Avalanche Development Update
Robust Networking and Iterative Improvements
This article is to bring people up to date on what’s been achieved, and what’s been happening in our development activities on Avalanche for eCash, since the previous update from early May 2022.
The two primary advancements since the last update were:
- Faster and more robust discovery of Proofs from the network. This was accomplished through the implementation of a “Compact Proof Request” networking capability which allows nodes to actively request all the Proofs that other nodes know about, and
- Many cycles of iterative improvements via repeated rounds of testing. The details of these fixes and improvements are expanded later in this article.
As context for understanding these developments, it may be helpful to explain how the networking requirements for the Avalanche protocol differ from traditional Nakamoto consensus.
The Avalanche protocol and Nakamoto consensus are two different consensus protocols that have different properties and tradeoffs. One of the characteristics of the Avalanche protocol is that its security relies on the nodes being well connected to the rest of the network. This is quite different from Nakamoto consensus, which only needs enough connectivity to be confident that it can get the longest Proof-of-Work chain. In other words, Nakamoto consensus only relies on being connected to at least one good node.
For Avalanche consensus, on the other hand, the node needs to be well connected to the network. This means that the node should have connections to nodes representing the vast majority of stake on the network. This is because the security model of Avalanche consensus involves randomly polling nodes from the entire set of valid nodes. It can be thought of as random sampling, with a different set of random nodes for each round of polling.

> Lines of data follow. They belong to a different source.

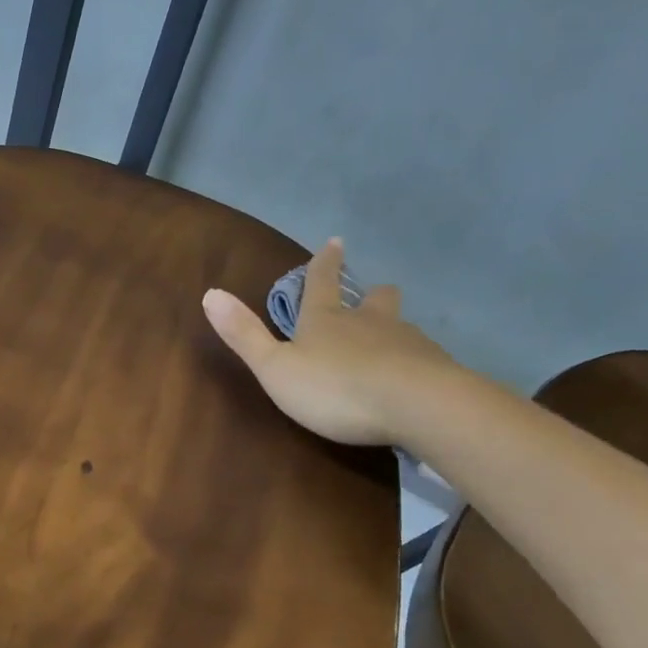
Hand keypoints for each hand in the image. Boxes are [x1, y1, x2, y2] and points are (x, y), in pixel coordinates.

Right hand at [202, 238, 455, 445]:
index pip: (322, 282)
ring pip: (401, 327)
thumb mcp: (276, 367)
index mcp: (326, 320)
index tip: (335, 241)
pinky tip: (414, 380)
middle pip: (375, 299)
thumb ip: (245, 335)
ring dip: (394, 330)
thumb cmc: (334, 387)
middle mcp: (369, 323)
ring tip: (391, 344)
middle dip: (372, 295)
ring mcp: (407, 344)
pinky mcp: (436, 370)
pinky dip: (415, 364)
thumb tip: (210, 293)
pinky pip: (424, 359)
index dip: (324, 263)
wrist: (416, 406)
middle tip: (373, 294)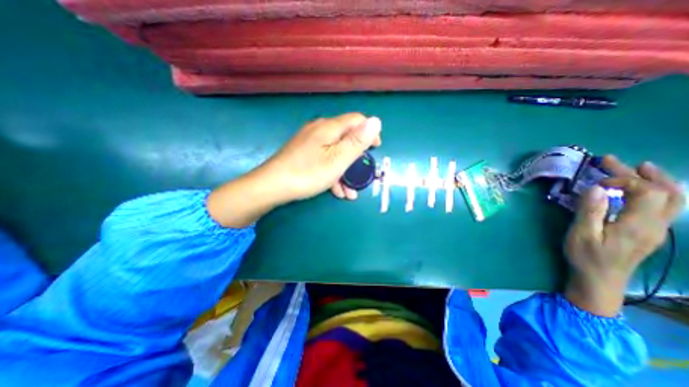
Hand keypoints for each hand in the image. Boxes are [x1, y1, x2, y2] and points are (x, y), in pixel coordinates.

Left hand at [207, 111, 384, 227]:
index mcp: (329, 127)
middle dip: (357, 157)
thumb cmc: (308, 173)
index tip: (376, 149)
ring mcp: (310, 142)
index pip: (357, 120)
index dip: (370, 132)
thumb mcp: (338, 159)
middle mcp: (319, 130)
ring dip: (345, 171)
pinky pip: (324, 159)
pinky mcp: (303, 153)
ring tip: (350, 192)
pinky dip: (333, 173)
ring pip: (335, 152)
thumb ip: (357, 141)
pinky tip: (336, 190)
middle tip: (362, 174)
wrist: (272, 186)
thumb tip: (376, 121)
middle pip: (346, 138)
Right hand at [565, 156, 682, 316]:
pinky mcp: (650, 231)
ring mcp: (657, 228)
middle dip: (638, 173)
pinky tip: (645, 188)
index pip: (646, 191)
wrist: (600, 279)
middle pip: (662, 191)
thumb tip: (597, 187)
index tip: (596, 181)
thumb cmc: (586, 256)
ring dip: (657, 179)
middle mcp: (655, 224)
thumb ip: (590, 211)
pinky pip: (667, 206)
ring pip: (673, 199)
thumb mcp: (581, 234)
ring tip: (640, 166)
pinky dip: (659, 191)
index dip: (623, 179)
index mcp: (637, 224)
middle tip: (611, 160)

(It should be noted that the random sampling is weighted by the amount of staked coins associated with the node. A node with twice the stake will be “sampled” twice as often, on average, as a node with half that amount of stake.)
In the eCash Avalanche protocol, the set of stakers are represented by “Proofs”. These Proofs contain signatures from the staked coins that delegate authority to one or more nodes on the network, via a public key. This means that the set of valid Proofs represents the entities that are participating in the Avalanche protocol, and we call these “Avalanche Peers”. Note that Avalanche Peers can delegate their authority to several physical nodes. This can be done for technical reasons: to spread the load across nodes, and for redundancy.
Because of this, we can see that it is important for the nodes to be able to reliably obtain the full set of Avalanche Proofs.
Compact Proof Requests
Because having a complete set of Avalanche Peers is an important security parameter for Avalanche, a more robust method of obtaining Proofs from other nodes was needed. This is what the “Compact Proof Request” mechanism provides.
Prior to the implementation of Compact Proof Requests, the nodes shared Proofs using a method similar to transaction propagation. For anyone who has used 0-conf transactions, this tends to work well enough that all nodes typically receive any transaction that’s broadcast. But it’s not good enough for the network requirements of Avalanche, especially when considering the case of a bootstrapping node, which needs access to Proofs that may have been originally broadcast far earlier. The protocol needs a way to explicitly request other nodes for a list of all the Proofs they have, and then fetch those Proofs.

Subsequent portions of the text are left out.